Muchas veces cuando voy de mi casa a la universidad o al trabajo, veo como miles de jóvenes que tienen talentos y aptitudes se dejan sumergir en el mundo de la miseria y el abandono, en un mundo que sólo les brinda dolor y vacios. Hace algunas semanas venía de trabajar,  y en un semáforo una niña aproximadamente de 15 años, estaba con un tarro de solución en la mano haciéndole mil caras y gestos seductivos a un hombre que se encontraba a su lado;  de un momento a otro se bajo la blusa, mostrándole  todo su cuerpo, el semáforo cambió y la escena ahí quedó; triste o afortunadamente no pude enterarme del final de la historia;  mí  corazón se entristeció  y entendí que mi generación está peor de lo que pensé.

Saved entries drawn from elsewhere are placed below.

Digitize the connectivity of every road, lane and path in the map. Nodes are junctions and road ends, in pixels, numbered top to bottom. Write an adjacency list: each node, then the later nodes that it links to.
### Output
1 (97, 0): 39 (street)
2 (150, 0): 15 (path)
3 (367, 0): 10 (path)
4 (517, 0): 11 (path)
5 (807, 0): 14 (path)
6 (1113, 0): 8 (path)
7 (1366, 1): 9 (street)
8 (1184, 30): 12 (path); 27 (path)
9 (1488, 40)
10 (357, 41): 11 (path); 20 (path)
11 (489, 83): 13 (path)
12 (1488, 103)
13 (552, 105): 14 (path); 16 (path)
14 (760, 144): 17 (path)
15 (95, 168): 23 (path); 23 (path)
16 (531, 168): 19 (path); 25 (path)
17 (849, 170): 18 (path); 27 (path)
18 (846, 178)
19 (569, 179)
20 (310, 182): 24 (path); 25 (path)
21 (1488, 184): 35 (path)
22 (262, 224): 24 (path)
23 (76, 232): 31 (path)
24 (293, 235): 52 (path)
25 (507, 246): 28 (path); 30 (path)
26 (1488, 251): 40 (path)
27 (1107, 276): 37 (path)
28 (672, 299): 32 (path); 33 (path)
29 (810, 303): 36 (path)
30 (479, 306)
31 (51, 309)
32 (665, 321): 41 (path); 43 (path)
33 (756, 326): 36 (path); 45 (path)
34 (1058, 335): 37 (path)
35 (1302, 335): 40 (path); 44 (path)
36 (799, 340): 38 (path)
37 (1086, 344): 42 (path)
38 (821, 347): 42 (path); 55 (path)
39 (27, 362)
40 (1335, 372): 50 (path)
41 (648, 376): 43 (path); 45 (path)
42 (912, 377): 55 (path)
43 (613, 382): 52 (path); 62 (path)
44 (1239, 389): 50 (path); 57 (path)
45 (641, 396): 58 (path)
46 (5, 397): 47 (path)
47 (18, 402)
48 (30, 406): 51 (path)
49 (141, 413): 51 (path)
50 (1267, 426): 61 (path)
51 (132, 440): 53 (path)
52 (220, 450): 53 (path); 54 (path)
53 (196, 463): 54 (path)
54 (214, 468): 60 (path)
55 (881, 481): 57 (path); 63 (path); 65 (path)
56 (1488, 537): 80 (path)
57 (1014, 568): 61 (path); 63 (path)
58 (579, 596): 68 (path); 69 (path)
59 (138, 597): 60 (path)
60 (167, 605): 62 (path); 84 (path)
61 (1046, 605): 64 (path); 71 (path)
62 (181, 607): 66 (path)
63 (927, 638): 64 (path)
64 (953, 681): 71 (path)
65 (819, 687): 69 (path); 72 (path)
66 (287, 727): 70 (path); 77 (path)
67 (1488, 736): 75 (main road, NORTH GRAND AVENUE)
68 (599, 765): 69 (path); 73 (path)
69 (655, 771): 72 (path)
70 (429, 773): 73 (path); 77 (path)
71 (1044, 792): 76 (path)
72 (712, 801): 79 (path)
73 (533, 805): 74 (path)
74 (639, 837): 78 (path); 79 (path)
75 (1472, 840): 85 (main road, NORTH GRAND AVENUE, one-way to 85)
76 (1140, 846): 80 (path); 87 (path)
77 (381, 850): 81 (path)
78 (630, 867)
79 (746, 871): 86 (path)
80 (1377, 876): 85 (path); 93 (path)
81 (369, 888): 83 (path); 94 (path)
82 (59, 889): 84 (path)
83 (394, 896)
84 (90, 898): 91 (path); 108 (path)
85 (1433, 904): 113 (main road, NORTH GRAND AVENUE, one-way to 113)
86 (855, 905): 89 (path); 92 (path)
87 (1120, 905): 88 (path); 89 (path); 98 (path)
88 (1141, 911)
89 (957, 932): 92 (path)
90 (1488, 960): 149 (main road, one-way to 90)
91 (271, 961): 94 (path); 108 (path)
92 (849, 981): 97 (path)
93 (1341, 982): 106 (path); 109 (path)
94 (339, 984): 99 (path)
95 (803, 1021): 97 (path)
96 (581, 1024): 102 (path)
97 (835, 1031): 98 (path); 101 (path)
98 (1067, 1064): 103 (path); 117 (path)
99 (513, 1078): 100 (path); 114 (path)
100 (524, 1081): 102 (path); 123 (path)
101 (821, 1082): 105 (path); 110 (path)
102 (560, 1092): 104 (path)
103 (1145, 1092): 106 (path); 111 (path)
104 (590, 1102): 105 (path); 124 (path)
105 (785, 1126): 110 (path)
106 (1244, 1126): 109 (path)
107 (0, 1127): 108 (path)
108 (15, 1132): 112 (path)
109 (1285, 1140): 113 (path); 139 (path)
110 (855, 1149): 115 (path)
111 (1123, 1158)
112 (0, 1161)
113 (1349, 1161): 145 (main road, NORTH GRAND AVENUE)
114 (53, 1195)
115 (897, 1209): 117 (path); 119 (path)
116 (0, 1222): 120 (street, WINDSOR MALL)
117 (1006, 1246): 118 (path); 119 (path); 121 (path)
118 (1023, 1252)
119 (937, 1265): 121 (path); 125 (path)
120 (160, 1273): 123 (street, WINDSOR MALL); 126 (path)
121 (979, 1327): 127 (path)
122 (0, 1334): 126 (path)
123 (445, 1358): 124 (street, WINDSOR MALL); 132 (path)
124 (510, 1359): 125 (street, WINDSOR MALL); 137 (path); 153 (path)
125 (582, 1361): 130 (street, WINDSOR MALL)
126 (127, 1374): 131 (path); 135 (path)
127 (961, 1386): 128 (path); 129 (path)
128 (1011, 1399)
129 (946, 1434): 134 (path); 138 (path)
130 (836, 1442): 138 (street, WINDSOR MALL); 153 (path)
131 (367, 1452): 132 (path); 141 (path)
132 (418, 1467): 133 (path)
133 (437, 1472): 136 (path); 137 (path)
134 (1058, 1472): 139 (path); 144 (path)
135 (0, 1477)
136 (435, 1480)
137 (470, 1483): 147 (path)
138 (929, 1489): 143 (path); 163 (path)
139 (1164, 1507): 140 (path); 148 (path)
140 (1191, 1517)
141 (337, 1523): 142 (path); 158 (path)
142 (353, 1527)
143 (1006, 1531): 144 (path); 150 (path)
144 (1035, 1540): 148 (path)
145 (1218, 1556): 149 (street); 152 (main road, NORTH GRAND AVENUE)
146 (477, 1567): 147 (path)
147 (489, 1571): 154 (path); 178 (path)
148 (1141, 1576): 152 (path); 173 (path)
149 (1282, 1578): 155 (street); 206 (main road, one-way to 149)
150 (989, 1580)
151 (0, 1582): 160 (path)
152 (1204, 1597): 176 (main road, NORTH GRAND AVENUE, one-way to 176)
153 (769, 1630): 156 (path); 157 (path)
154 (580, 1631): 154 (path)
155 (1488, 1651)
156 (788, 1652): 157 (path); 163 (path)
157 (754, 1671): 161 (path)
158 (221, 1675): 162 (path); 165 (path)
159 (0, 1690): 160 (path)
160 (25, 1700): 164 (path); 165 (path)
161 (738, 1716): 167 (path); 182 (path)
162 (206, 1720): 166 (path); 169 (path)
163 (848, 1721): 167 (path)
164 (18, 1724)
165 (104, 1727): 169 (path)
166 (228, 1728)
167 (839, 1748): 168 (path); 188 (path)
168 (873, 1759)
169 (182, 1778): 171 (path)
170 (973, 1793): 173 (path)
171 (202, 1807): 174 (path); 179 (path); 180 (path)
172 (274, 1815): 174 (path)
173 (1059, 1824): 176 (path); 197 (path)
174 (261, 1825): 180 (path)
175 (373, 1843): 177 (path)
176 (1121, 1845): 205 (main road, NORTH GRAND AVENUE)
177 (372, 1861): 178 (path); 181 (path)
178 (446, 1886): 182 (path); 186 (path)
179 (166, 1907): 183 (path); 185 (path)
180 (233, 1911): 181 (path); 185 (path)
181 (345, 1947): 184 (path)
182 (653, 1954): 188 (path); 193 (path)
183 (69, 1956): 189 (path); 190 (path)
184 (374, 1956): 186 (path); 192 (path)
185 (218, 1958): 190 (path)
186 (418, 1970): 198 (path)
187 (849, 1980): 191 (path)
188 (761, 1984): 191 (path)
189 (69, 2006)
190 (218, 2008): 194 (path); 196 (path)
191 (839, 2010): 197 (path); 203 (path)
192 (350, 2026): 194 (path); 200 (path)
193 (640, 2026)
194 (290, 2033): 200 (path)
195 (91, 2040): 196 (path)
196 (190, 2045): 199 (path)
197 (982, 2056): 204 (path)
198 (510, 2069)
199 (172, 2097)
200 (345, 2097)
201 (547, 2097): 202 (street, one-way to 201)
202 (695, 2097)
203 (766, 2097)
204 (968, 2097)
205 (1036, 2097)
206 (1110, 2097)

Comparto esta historia no para poner en ridículo a esa niña, sino para que nos demos cuenta de qué estamos haciendo los jóvenes; nosotros somos más que barro, por eso tenemos que ser agentes de cambio, o ¿ya se nos olvido qué es el amor?, amar no es dormir una noche con alguien, ni tener a la persona más linda a nuestro lado; amar es luchar, esperar, soportar y sacrificar cosas por la otra persona; no sé qué sería del mundo sin el amor, para mí es la fuerza que nos permite seguir adelante a pesar de los problemas; el amor es el mecanismo más efectivo para cambiar la sociedad y la generación.